Chang aprovechó el ejemplo para tender un puente hacia la realidad cubana: Si el éxito de la comunicación hoy depende de algoritmos, estrategia y comunidad, los artistas, gestores y medios cubanos no pueden quedarse en la lógica anterior. Cada promotor cultural, lejos de esperar solo a las vías de difusión tradicionales, debería asumirse como su propio gestor de contenido, capaz de construir una audiencia fiel, una narrativa propia y una manera de ocupar el espacio digital.
Fue entonces donde tuvo cabida la crítica más filuda: la cultura cubana, en muchos casos, se cuenta para el consumo, no para la construcción de identidad digital. Al googlear “Santiago de Cuba”, lo que se encuentra es un recorte de la ciudad convertido en postales: el Morro, el Parque Céspedes, la Catedral… Imágenes bonitas sí, pero con un discurso reducido. Santiago es mucho más que una portada turística: es música en la calle, trova, artistas, vecinos, barrios, y esa parte suele quedar fuera de la narrativa que circula en internet. Esta ausencia genera una especie de colonización simbólica: la ciudad se ve desde fuera, filtrada por lentes ajenos, mientras desde adentro muchos se resignan a repetir las mismas fachadas.

Uno de los conceptos fuertes que se debatieron fue el de la “emigración simbólica”. La idea de que cansados de carencias muchas personas perciben lo foráneo como más atractivo, moderno y “válido”, incluso partiendo desde Cuba, lo cual debilita la confianza en lo propio. Si el sector cultural no se adapta a las nuevas lógicas de visibilidad, corre el riesgo de quedarse en un discurso desconectado, mientras el mundo se mueve aceleradamente hacia otros formatos y narrativas.

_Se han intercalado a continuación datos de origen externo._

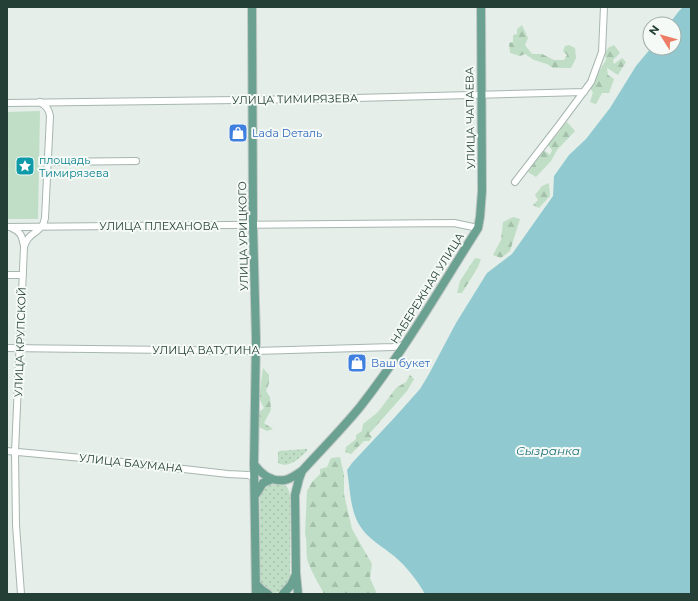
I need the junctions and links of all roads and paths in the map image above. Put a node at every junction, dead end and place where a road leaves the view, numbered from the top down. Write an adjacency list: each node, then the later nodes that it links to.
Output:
1 (252, 7): 6 (main road, УЛИЦА УРИЦКОГО)
2 (480, 7): 5 (main road, УЛИЦА ЧАПАЕВА)
3 (604, 7): 4 (street)
4 (584, 92): 5 (street, УЛИЦА ТИМИРЯЗЕВА); 11 (street)
5 (481, 94): 6 (street, УЛИЦА ТИМИРЯЗЕВА); 15 (main road, УЛИЦА ЧАПАЕВА)
6 (252, 100): 7 (street, УЛИЦА ТИМИРЯЗЕВА); 12 (main road, УЛИЦА УРИЦКОГО)
7 (40, 102): 8 (street, УЛИЦА ТИМИРЯЗЕВА); 10 (street)
8 (7, 103)
9 (136, 161): 10 (street)
10 (48, 162): 13 (street)
11 (515, 182)
12 (253, 225): 13 (street, УЛИЦА ПЛЕХАНОВА); 15 (street, УЛИЦА ПЛЕХАНОВА); 22 (main road, УЛИЦА УРИЦКОГО)
13 (43, 226): 14 (street, УЛИЦА ПЛЕХАНОВА); 16 (street)
14 (8, 227): 16 (street)
15 (478, 228): 19 (main road, НАБЕРЕЖНАЯ УЛИЦА)
16 (24, 247): 18 (street, УЛИЦА КРУПСКОЙ)
17 (7, 275): 18 (street)
18 (23, 275): 21 (street, УЛИЦА КРУПСКОЙ)
19 (404, 345): 22 (street, УЛИЦА ВАТУТИНА); 26 (main road, НАБЕРЕЖНАЯ УЛИЦА)
20 (7, 348): 21 (street, УЛИЦА ВАТУТИНА)
21 (19, 348): 22 (street, УЛИЦА ВАТУТИНА); 24 (street, УЛИЦА КРУПСКОЙ)
22 (255, 350): 25 (main road, УЛИЦА УРИЦКОГО)
23 (7, 451): 24 (street, УЛИЦА БАУМАНА)
24 (15, 452): 27 (street, УЛИЦА БАУМАНА); 34 (street, УЛИЦА КРУПСКОЙ)
25 (254, 464): 27 (main road, УЛИЦА УРИЦКОГО); 28 (main road)
26 (302, 471): 29 (main road); 30 (main road)
27 (255, 477): 31 (main road, УЛИЦА УРИЦКОГО)
28 (272, 479): 29 (main road); 31 (main road)
29 (284, 480): 30 (main road)
30 (295, 495): 32 (main road)
31 (255, 496): 33 (main road)
32 (296, 573): 37 (main road); 38 (main road)
33 (256, 584): 35 (main road); 36 (main road)
34 (21, 594)
35 (256, 594)
36 (268, 594)
37 (283, 594)
38 (298, 594)

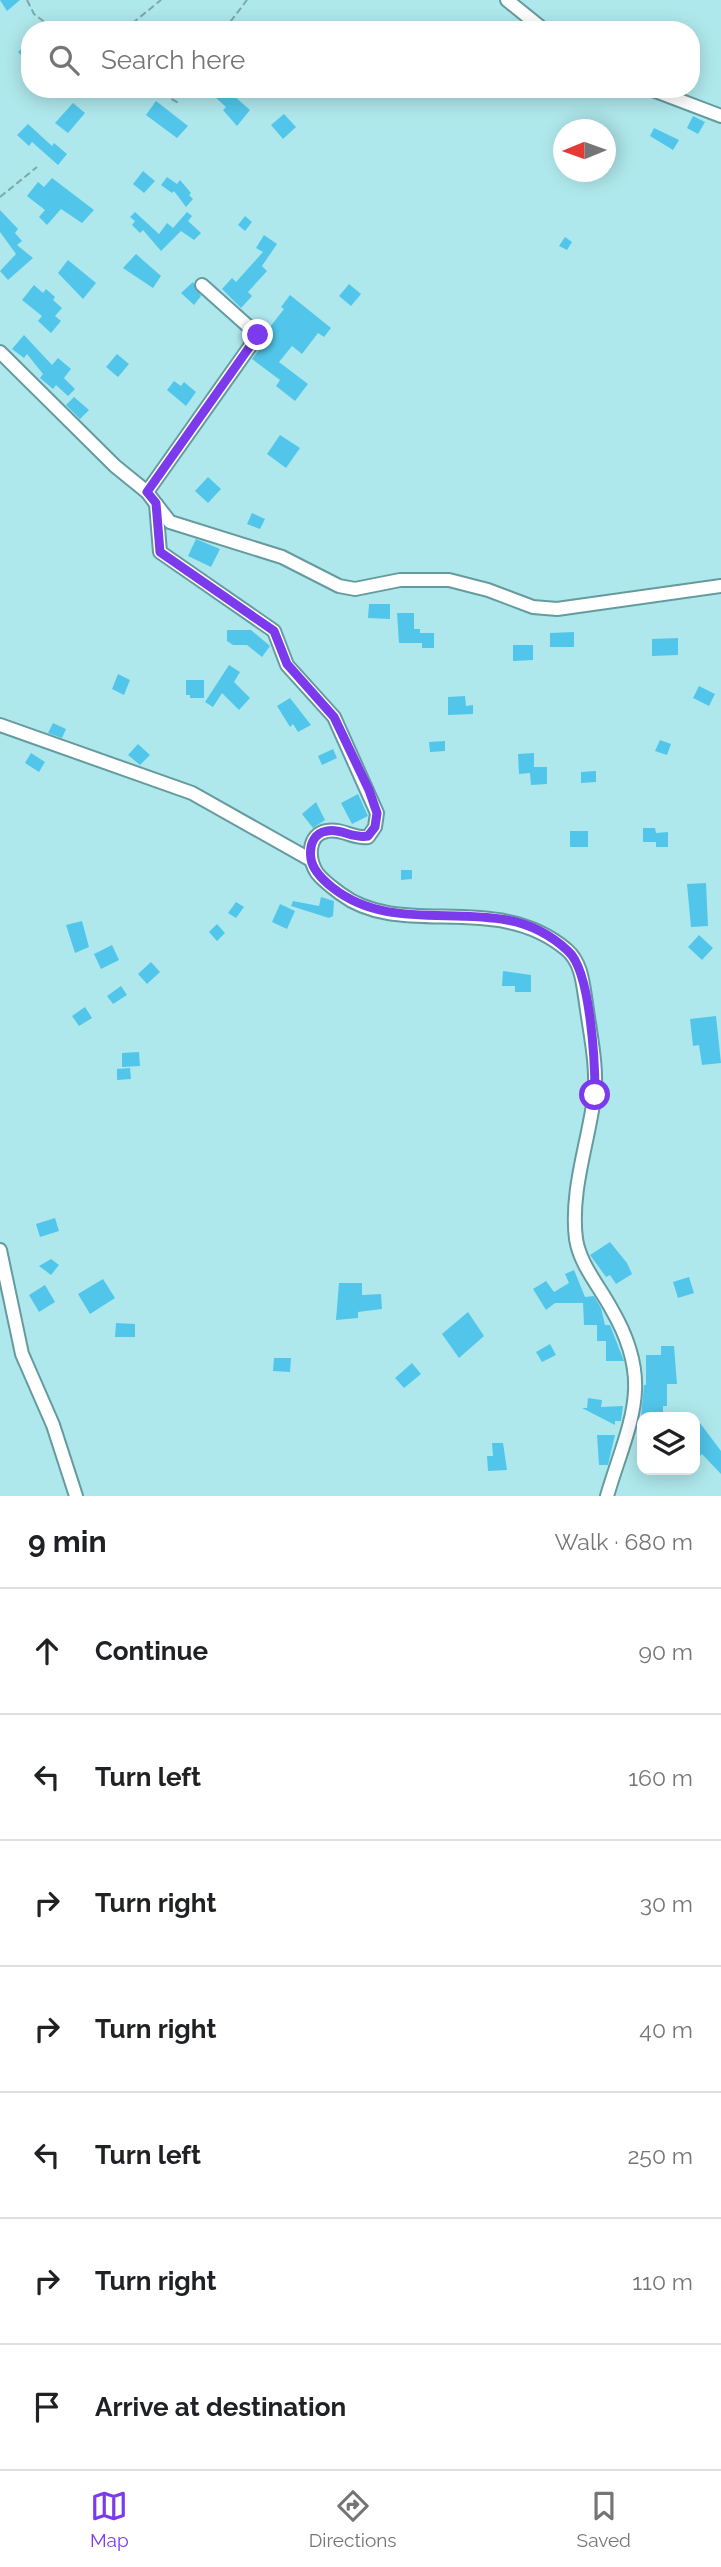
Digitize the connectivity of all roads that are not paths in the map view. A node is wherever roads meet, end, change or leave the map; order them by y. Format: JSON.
{"nodes":[{"id":1,"x":507,"y":0,"type":"edge"},
{"id":2,"x":533,"y":21,"type":"edge"},
{"id":3,"x":674,"y":98,"type":"edge"},
{"id":4,"x":721,"y":116,"type":"edge"},
{"id":5,"x":202,"y":285,"type":"dead end"},
{"id":6,"x":0,"y":352,"type":"edge"},
{"id":7,"x":147,"y":492,"type":"junction"},
{"id":8,"x":156,"y":503,"type":"junction"},
{"id":9,"x":721,"y":586,"type":"edge"},
{"id":10,"x":0,"y":724,"type":"edge"},
{"id":11,"x":311,"y":860,"type":"junction"},
{"id":12,"x":0,"y":1250,"type":"edge"},
{"id":13,"x":76,"y":1496,"type":"edge"},
{"id":14,"x":607,"y":1496,"type":"edge"}],
"edges":[{"from":1,"to":2,"type":"street"},
{"from":3,"to":4,"type":"street"},
{"from":5,"to":7,"type":"street"},
{"from":6,"to":7,"type":"street"},
{"from":7,"to":8,"type":"street"},
{"from":8,"to":9,"type":"street"},
{"from":8,"to":11,"type":"street"},
{"from":10,"to":11,"type":"street"},
{"from":11,"to":14,"type":"street"},
{"from":12,"to":13,"type":"street"}]}
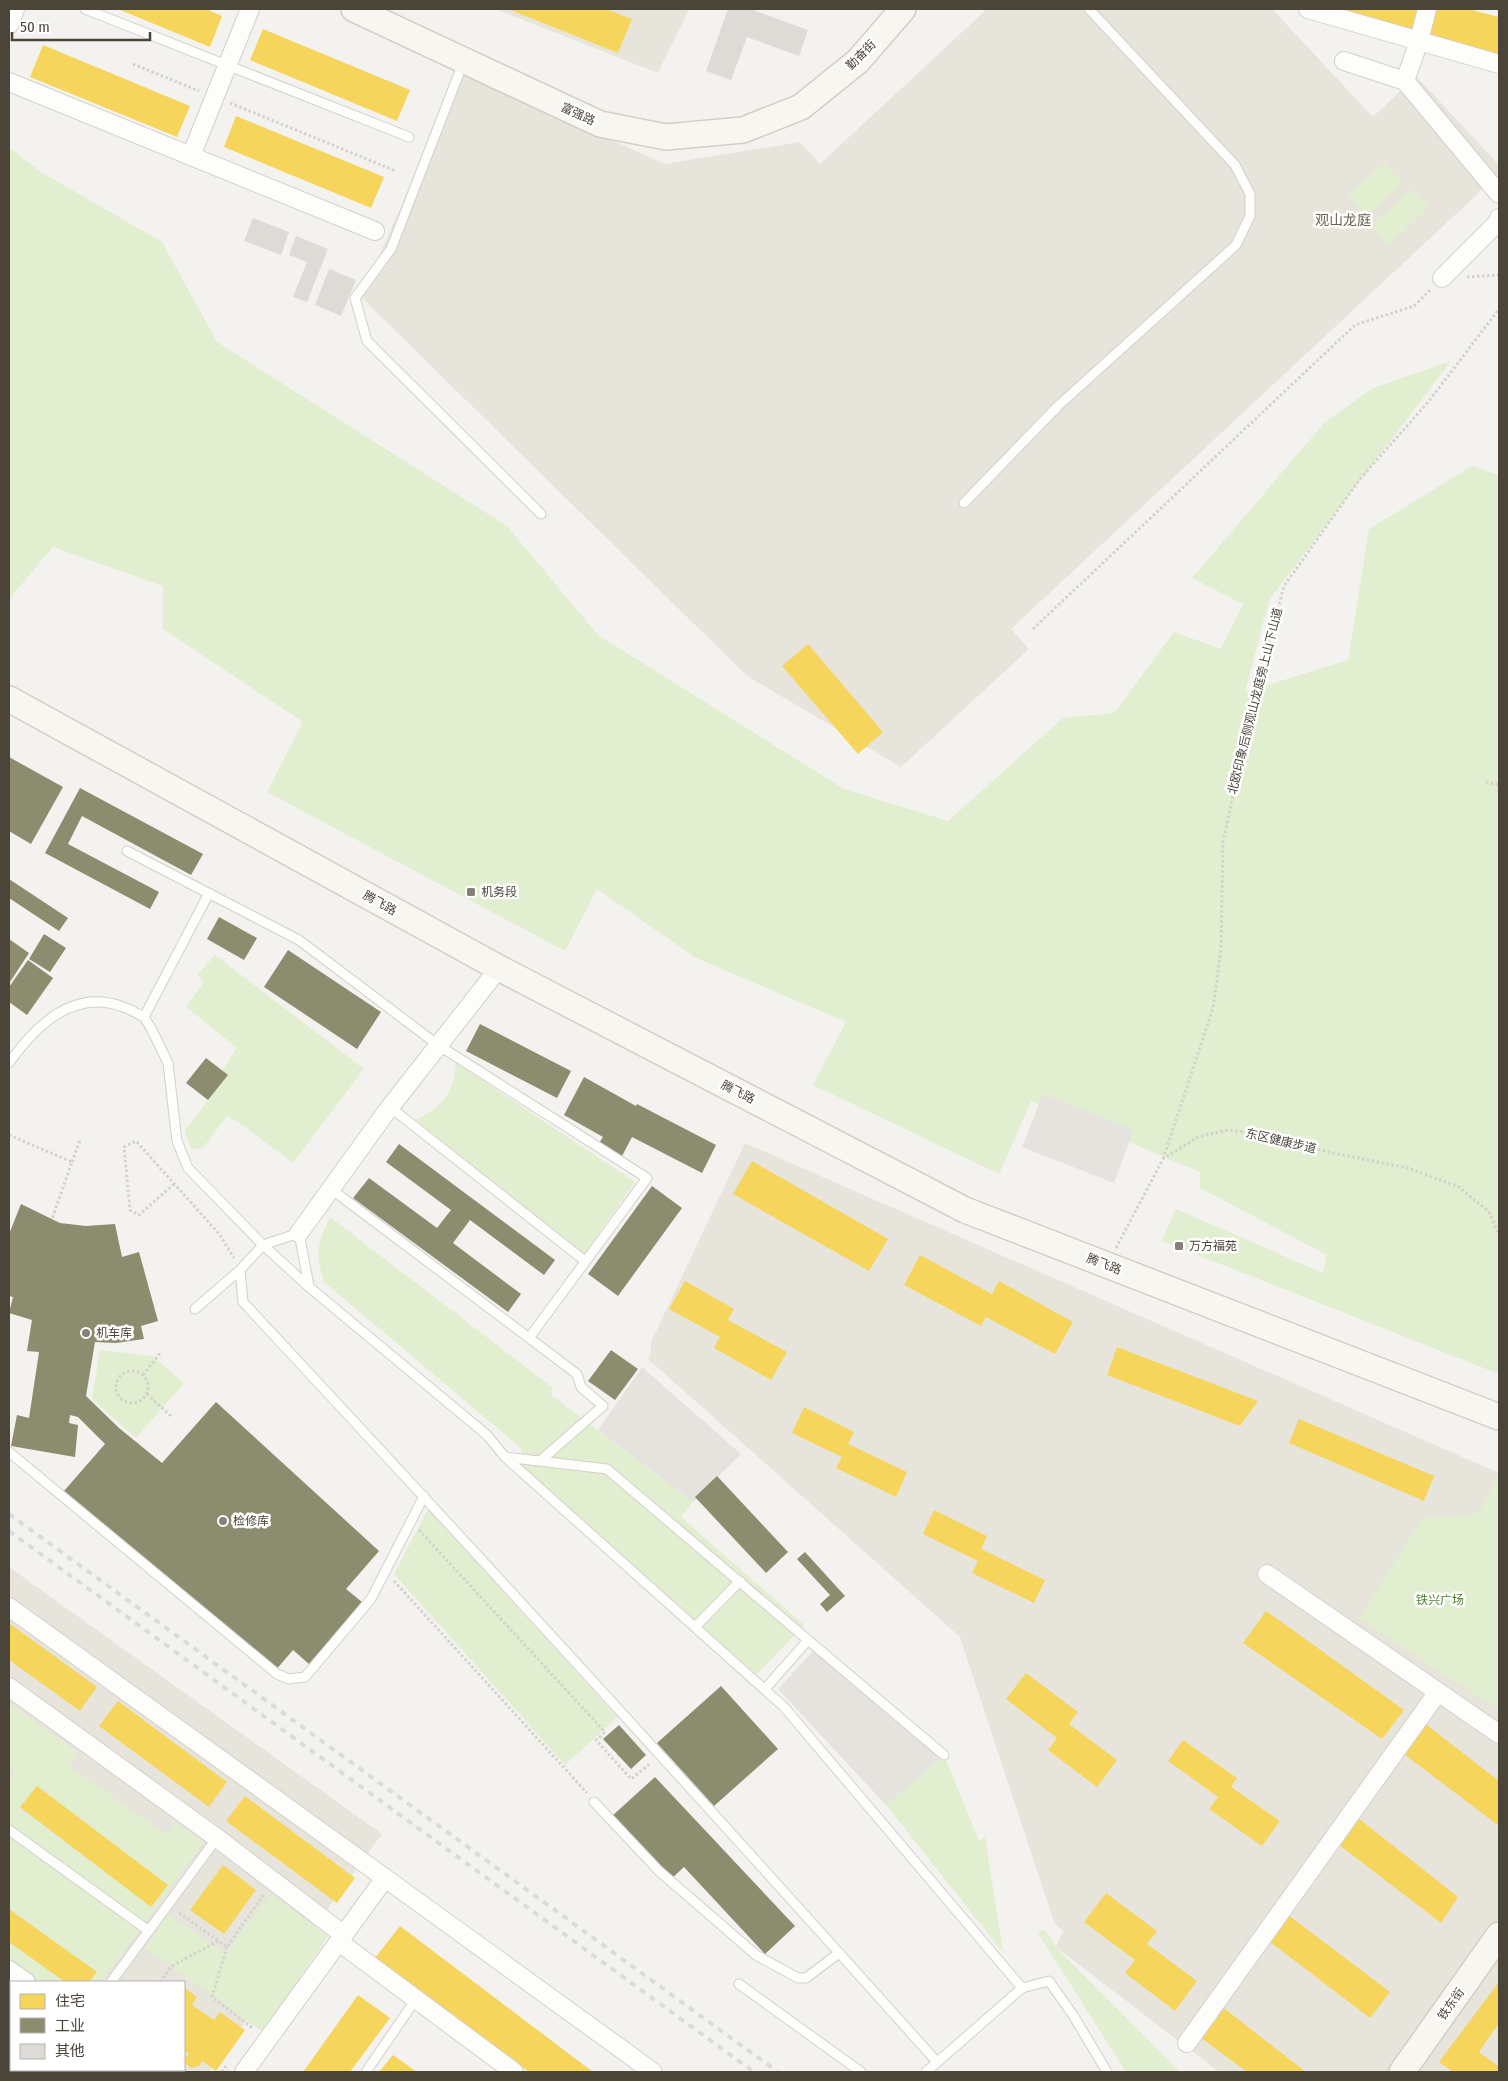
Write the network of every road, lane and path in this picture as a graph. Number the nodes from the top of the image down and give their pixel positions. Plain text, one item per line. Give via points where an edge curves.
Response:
1 (15, 9) edge
2 (85, 9) edge
3 (250, 9) edge
4 (354, 9) edge
5 (903, 9) edge
6 (1089, 9) edge
7 (1308, 9) edge
8 (1427, 9) edge
9 (9, 25) edge
10 (1419, 41) junction
11 (464, 60) junction
12 (1344, 61) dead end
13 (133, 64) dead end
14 (1499, 64) edge
15 (227, 65) junction
16 (1405, 81) junction
17 (9, 82) edge
18 (214, 97) junction
19 (814, 97) joint
20 (409, 137) dead end
21 (191, 156) junction
22 (396, 171) dead end
23 (1499, 194) edge
24 (1499, 218) edge
25 (375, 231) dead end
26 (1442, 278) joint
27 (1499, 309) edge
28 (964, 503) dead end
29 (541, 514) dead end
30 (1032, 629) dead end
31 (9, 699) edge
32 (1486, 782) dead end
33 (1499, 785) edge
34 (127, 851) dead end
35 (209, 893) junction
36 (499, 968) junction
37 (144, 1017) junction
38 (438, 1045) junction
39 (9, 1063) edge
40 (390, 1106) junction
41 (9, 1135) edge
42 (80, 1140) dead end
43 (1163, 1159) junction
44 (72, 1162) junction
45 (174, 1184) junction
46 (331, 1189) junction
47 (52, 1219) dead end
48 (300, 1233) junction
49 (1499, 1234) edge
50 (263, 1245) junction
51 (586, 1261) junction
52 (1107, 1265) junction
53 (240, 1270) junction
54 (309, 1287) junction
55 (195, 1310) dead end
56 (530, 1338) junction
57 (162, 1352) dead end
58 (143, 1375) junction
59 (147, 1394) junction
60 (171, 1416) dead end
61 (1499, 1417) edge
62 (9, 1452) edge
63 (505, 1457) junction
64 (540, 1462) junction
65 (424, 1496) junction
66 (411, 1522) junction
67 (386, 1572) junction
68 (1267, 1574) dead end
69 (740, 1581) junction
70 (9, 1606) edge
71 (695, 1627) junction
72 (808, 1640) junction
73 (9, 1687) edge
74 (765, 1689) junction
75 (1438, 1692) junction
76 (1499, 1734) edge
77 (661, 1755) junction
78 (944, 1755) dead end
79 (594, 1802) joint
80 (9, 1830) edge
81 (217, 1838) junction
82 (385, 1878) junction
83 (273, 1881) junction
84 (168, 1905) junction
85 (149, 1930) junction
86 (1499, 1935) edge
87 (341, 1938) junction
88 (218, 1940) junction
89 (227, 1947) junction
90 (839, 1952) junction
91 (9, 1970) edge
92 (25, 1981) edge
93 (112, 1981) edge
94 (161, 1981) edge
95 (739, 1984) dead end
96 (1022, 1988) junction
97 (416, 2000) junction
98 (249, 2036) dead end
99 (1187, 2043) dead end
100 (937, 2062) junction
101 (227, 2065) dead end
102 (222, 2072) edge
103 (244, 2072) edge
104 (366, 2072) edge
105 (514, 2072) edge
106 (653, 2072) edge
107 (861, 2072) edge
108 (926, 2072) edge
109 (1107, 2072) edge
110 (1402, 2072) edge

1 - 9 street
2 - 15 lane
3 - 15 street
4 - 11 street, 富强路
5 - 19 street, 勤奋街 via 858,61
6 - 28 lane via 1235,165 1250,194 1250,216 1236,245 1058,406
7 - 10 street
8 - 10 street
10 - 14 street
10 - 16 street
11 - 19 street, 富强路 via 600,124 666,137 743,130 801,107
11 - 29 lane via 391,249 355,298 368,341
12 - 16 street
13 - 18 path
15 - 18 street
15 - 20 lane
16 - 23 street
17 - 21 street
18 - 21 street
18 - 22 path
21 - 25 street
24 - 26 street
26 - 30 path via 1414,306 1355,325
27 - 43 path, 北欧印象后侧观山龙庭旁上山下山道 via 1429,402 1360,479 1284,586 1255,694 1223,841 1221,950 1213,1008
31 - 36 street, 腾飞路
32 - 33 path
34 - 35 lane
35 - 37 lane
35 - 38 lane via 299,940
36 - 38 street
36 - 52 street, 腾飞路 via 965,1210
37 - 39 lane via 122,1006 98,1002 76,1005 55,1014 41,1025
37 - 50 lane via 168,1063 177,1141 188,1168
38 - 40 street
38 - 51 lane via 647,1178
40 - 46 street
40 - 51 lane
41 - 44 path
42 - 44 path
43 - 49 path, 东区健康步道 via 1198,1137 1227,1130 1254,1133 1408,1168 1459,1187 1489,1212
43 - 52 path
44 - 47 path
45 - 45 path via 136,1141 124,1147 130,1210 140,1215
45 - 53 path via 220,1235
46 - 48 street
46 - 56 lane
48 - 50 lane
48 - 54 lane
50 - 53 lane
50 - 54 lane
51 - 56 lane
52 - 61 street, 腾飞路
53 - 55 lane
53 - 65 lane via 243,1302
54 - 63 lane via 487,1435
56 - 64 lane via 577,1374 581,1387 603,1406
57 - 58 path
58 - 59 path via 148,1386
58 - 59 path via 136,1371 125,1372 118,1380 116,1390 122,1399 131,1403
59 - 60 path
62 - 67 lane via 277,1674 289,1679 305,1677 371,1599
63 - 64 lane
63 - 71 lane
64 - 69 lane via 607,1469
65 - 66 lane
65 - 77 lane
66 - 67 lane
66 - 77 path via 605,1732 596,1740 631,1779
67 - 79 path
68 - 75 street
69 - 71 lane
69 - 72 lane
70 - 82 street
71 - 74 lane
72 - 74 lane
72 - 78 lane
73 - 81 street
74 - 96 lane
75 - 76 street
75 - 99 street
77 - 90 lane
79 - 90 lane via 664,1876 756,1955 798,1978 806,1978
80 - 85 lane
81 - 83 street
81 - 84 lane
82 - 87 street
82 - 106 street
83 - 87 street
83 - 89 path
84 - 85 lane
84 - 88 path
85 - 93 lane
86 - 110 street, 铁东街
87 - 97 street
87 - 103 street
88 - 89 path
88 - 94 path via 172,1966
89 - 98 path via 212,1997 255,2029
90 - 100 lane
91 - 92 street
95 - 107 lane
96 - 100 lane
96 - 109 lane via 1049,1981
97 - 104 lane
97 - 105 street
100 - 108 lane
101 - 102 path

Sobre la inteligencia artificial, el conferencista fue claro: no es neutral, ni muestra la realidad completa. Está concentrada en unas pocas manos, con sesgos profundamente marcados. Sin embargo, advirtió que la mejor opción no es rechazar la IA, sino usarla como herramienta crítica: aprender cómo se comporta, qué datos prioriza y cómo se puede orientar a favor de narrativas locales, de la diversidad y de la creatividad cubana.

El mensaje final fue un llamado de atención a todos los comunicadores, gestores, artistas y medios: La cultura cubana no se salva solo por la nostalgia, la tradición o el pasado glorioso. Se salva en la medida en que aprendamos a comunicarnos con la misma intensidad, estrategia y sensibilidad con la que lo hacen otros actores globales. Si Cuba no se cuenta desde Cuba, alguien más lo hará por ella, y no siempre será con el tono, la profundidad ni la verdad que se merece.
En el caso de Santiago de Cuba, ciudad creativa por designación, el reto es que esa imagen oficial se traduzca en un relato digital diverso, donde la voz de la comunidad, de los barrios, de los emprendimientos culturales y de los propios medios de comunicación, tengan un lugar central, y no quede relegada a un segundo plano mientras otros definen cómo se ve la ciudad.